When researching relevant information, there are a few sources we always systematically check:
- dedicated COI databases such as ecoi.net., which contain reports from national governments, supra-national bodies (EU, UN, etc), major international NGOs, specialist networks, local NGOs, and other public sources
- national and international media reports in over 25 languages
- academic literature and reports from think tanks
However, Asylos researchers may also conduct a variety of digital and non-digital investigative research techniques, including:
- scouring social media
- retrieving and verifying video footage
- making use of satellite imagery
- creating and analysing datasets
- where necessary, we use our network of contacts to reach out to local sources and subject experts to request additional information or clarification
Our reports are formatted as a pdf with a list of quotations from existing sources, with citations and source descriptions so that you can trace the content back to its original location. Where we have found large bodies of relevant evidence we may attach these as appendices to the report.

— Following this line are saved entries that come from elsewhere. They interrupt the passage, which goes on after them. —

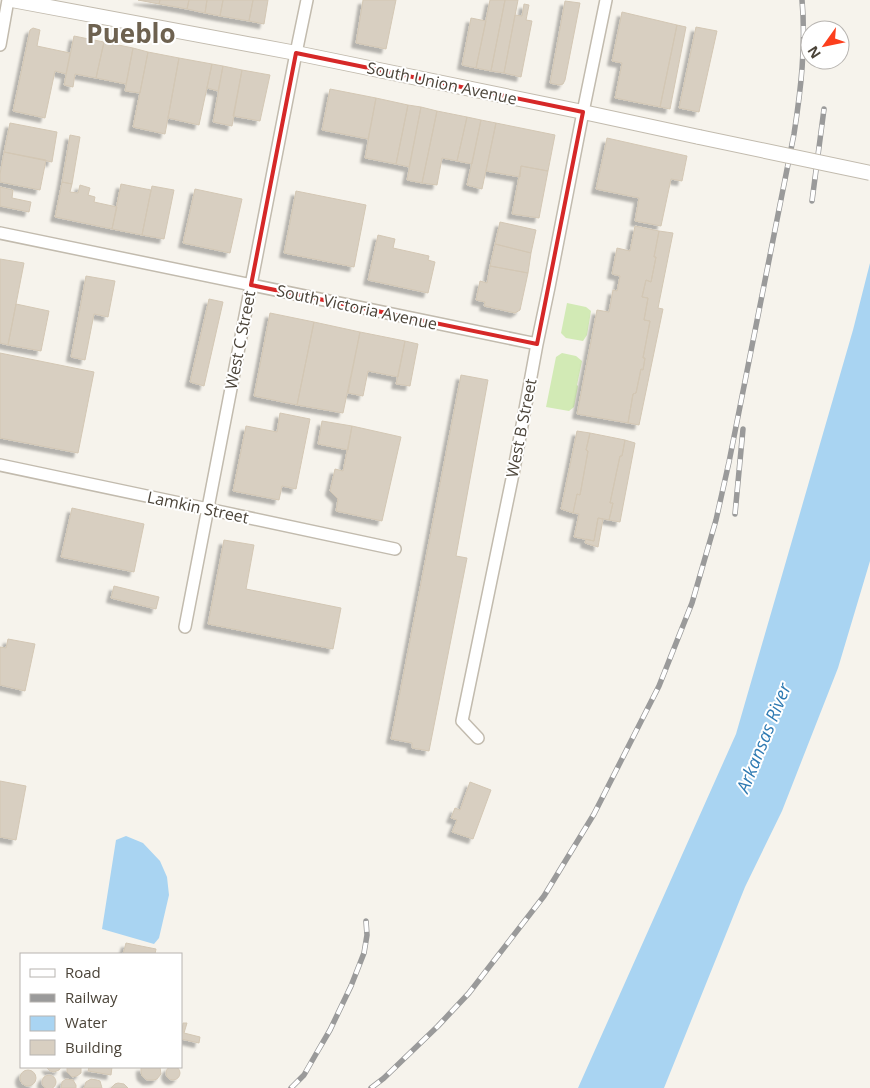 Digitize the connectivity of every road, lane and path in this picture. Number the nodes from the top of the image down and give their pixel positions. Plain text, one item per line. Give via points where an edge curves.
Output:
1 (10, 0) edge
2 (307, 0) edge
3 (606, 0) edge
4 (0, 45) edge
5 (296, 53) junction
6 (582, 112) junction
7 (870, 173) edge
8 (0, 233) edge
9 (251, 285) junction
10 (537, 344) junction
11 (0, 465) edge
12 (208, 509) junction
13 (395, 549) dead end
14 (185, 627) dead end
15 (478, 738) dead end

1 - 4 street
1 - 5 street, South Union Avenue
2 - 5 street, West C Street
3 - 6 street, West B Street
5 - 6 street, South Union Avenue
5 - 9 street, West C Street
6 - 7 street, South Union Avenue, bridge
6 - 10 street, West B Street
8 - 9 street, South Victoria Avenue
9 - 10 street, South Victoria Avenue
9 - 12 street, West C Street
10 - 15 street, West B Street via 462,720
11 - 12 street, Lamkin Street
12 - 13 street, Lamkin Street
12 - 14 street, West C Street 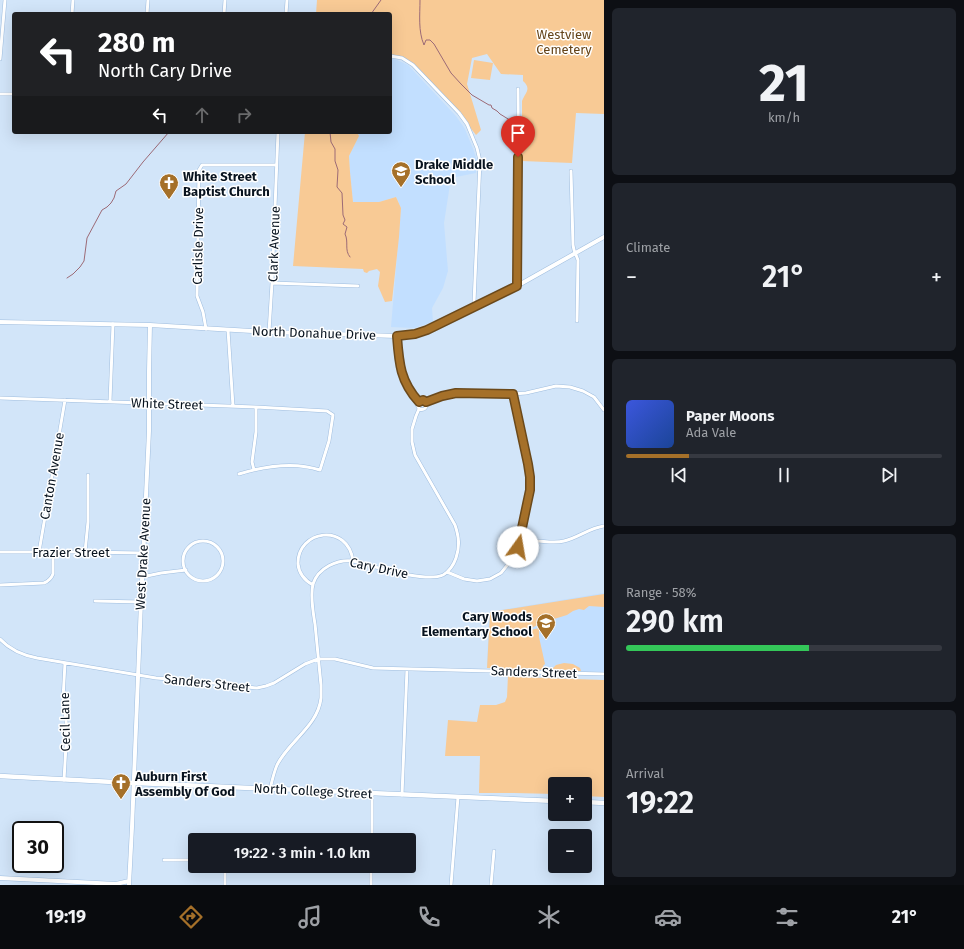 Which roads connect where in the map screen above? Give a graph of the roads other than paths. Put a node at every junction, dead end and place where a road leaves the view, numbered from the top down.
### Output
1 (5, 0) edge
2 (73, 0) edge
3 (148, 0) edge
4 (225, 0) edge
5 (287, 0) edge
6 (72, 12) edge
7 (147, 12) edge
8 (224, 12) edge
9 (286, 12) edge
10 (392, 56) edge
11 (0, 59) edge
12 (518, 89) dead end
13 (0, 94) edge
14 (12, 94) edge
15 (278, 134) edge
16 (276, 165) junction
17 (571, 171) dead end
18 (604, 237) edge
19 (575, 253) junction
20 (272, 283) junction
21 (358, 286) dead end
22 (517, 286) junction
23 (476, 306) junction
24 (577, 321) dead end
25 (0, 322) edge
26 (113, 324) junction
27 (150, 325) junction
28 (206, 329) junction
29 (228, 330) junction
30 (269, 332) junction
31 (397, 336) junction
32 (513, 394) junction
33 (0, 398) edge
34 (65, 400) junction
35 (110, 401) junction
36 (419, 402) junction
37 (426, 402) junction
38 (149, 403) junction
39 (233, 406) junction
40 (256, 407) junction
41 (419, 409) junction
42 (604, 410) edge
43 (254, 470) junction
44 (88, 474) dead end
45 (239, 474) dead end
46 (604, 526) edge
47 (520, 539) junction
48 (0, 552) edge
49 (39, 552) junction
50 (53, 552) junction
51 (85, 552) junction
52 (143, 553) junction
53 (353, 561) junction
54 (186, 570) junction
55 (447, 572) junction
56 (142, 577) junction
57 (0, 585) edge
58 (313, 585) junction
59 (95, 601) dead end
60 (141, 602) junction
61 (0, 639) edge
62 (318, 659) junction
63 (65, 663) junction
64 (407, 669) junction
65 (604, 674) edge
66 (138, 675) junction
67 (0, 776) edge
68 (64, 780) junction
69 (134, 783) junction
70 (270, 789) junction
71 (372, 794) junction
72 (402, 795) junction
73 (458, 797) junction
74 (548, 801) edge
75 (592, 802) edge
76 (604, 803) edge
77 (372, 833) edge
78 (494, 851) dead end
79 (164, 860) dead end
80 (188, 860) edge
81 (225, 873) edge
82 (371, 873) edge
83 (0, 878) edge
84 (129, 883) edge
85 (116, 885) edge
86 (225, 885) edge
87 (371, 885) edge
88 (451, 885) edge
89 (491, 885) edge

1 - 11 street
2 - 6 street
3 - 7 street
4 - 8 street
5 - 9 street
10 - 23 street
12 - 22 street
13 - 14 street
15 - 16 street, Clark Avenue
16 - 20 street, Clark Avenue
16 - 28 street, Carlisle Drive
17 - 19 street
18 - 19 street, North Donahue Drive
19 - 22 street, North Donahue Drive
19 - 24 street
20 - 21 street
20 - 30 street, Clark Avenue
22 - 23 street, North Donahue Drive
23 - 31 street, North Donahue Drive
25 - 26 street, North Donahue Drive
26 - 27 street, North Donahue Drive
26 - 35 street
27 - 28 street, North Donahue Drive
27 - 38 street, West Drake Avenue
28 - 29 street, North Donahue Drive
29 - 30 street, North Donahue Drive
29 - 39 street
30 - 31 street, North Donahue Drive
31 - 36 street
32 - 37 street
32 - 42 street
32 - 47 street
33 - 34 street, White Street
34 - 35 street, White Street
34 - 49 street, Canton Avenue
35 - 38 street, White Street
36 - 37 street
36 - 41 street
37 - 41 street
38 - 39 street, White Street
38 - 52 street, West Drake Avenue
39 - 40 street, White Street
40 - 43 street
40 - 43 street, White Street
41 - 55 street
43 - 45 street
44 - 51 street
46 - 47 street
47 - 55 street
48 - 49 street, Frazier Street
49 - 50 street, Frazier Street
50 - 51 street, Frazier Street
50 - 57 street
51 - 52 street, Frazier Street
52 - 56 street, West Drake Avenue
53 - 55 street, Cary Drive
53 - 58 street, Cary Drive
53 - 58 street
54 - 54 street
54 - 56 street
56 - 60 street, West Drake Avenue
58 - 62 street
59 - 60 street
60 - 66 street, West Drake Avenue
61 - 63 street, Sanders Street
62 - 64 street, Sanders Street
62 - 66 street, Sanders Street
62 - 70 street
63 - 66 street, Sanders Street
63 - 68 street, Cecil Lane
64 - 65 street, Sanders Street
64 - 72 street
66 - 69 street, West Drake Avenue
67 - 68 main road, North College Street
68 - 69 main road, North College Street
69 - 70 main road, North College Street
69 - 84 street, West Drake Avenue
70 - 71 main road, North College Street
71 - 72 main road, North College Street
71 - 77 street
72 - 73 main road, North College Street
73 - 74 main road, North College Street
73 - 88 street
75 - 76 main road
78 - 89 street
79 - 80 street
81 - 86 street
82 - 87 street
83 - 85 street
84 - 85 street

We include all content which is considered relevant, timely, and reliable and our reports aim for neutrality, objectivity, and accuracy. As such, once a report has been produced, it can only be changed or amended under exceptional circumstances, such as if new information comes to light, or a procedural error is identified.
Limitations and Further Assistance
- Asylos is not considered a ‘legal expert’ organisation. In some countries, ‘legal experts’ in Country-of-Origin Information are specific individuals recognised by the court system as qualified to provide testimony to the court on country conditions. In this sense, our reports are not the same as ‘expert testimony’. We do not provide risk assessments, interpretation, or judgements. Our volunteers are experts in research, and we attempt to answer research questions by providing relevant, objective, timely, and reliable source material. Its evaluation must remain your responsibility.
- We do not provide legal advice. There are lawyers and other NGOs across the world who provide such advice. If you are based in Europe, you will find some of them in the ELENA Index. If you are based in the U.S., you can browse the Electronic Immigration Network’s Pro Bono Directory.
- We aim to present a full and unbiased representation of the answers to your questions. Asylos’ reports therefore include all discoverable information relevant to your request, whether or not supportive of the claim in question. It is therefore your responsibility to read the whole report and select from it the sources to submit as evidence.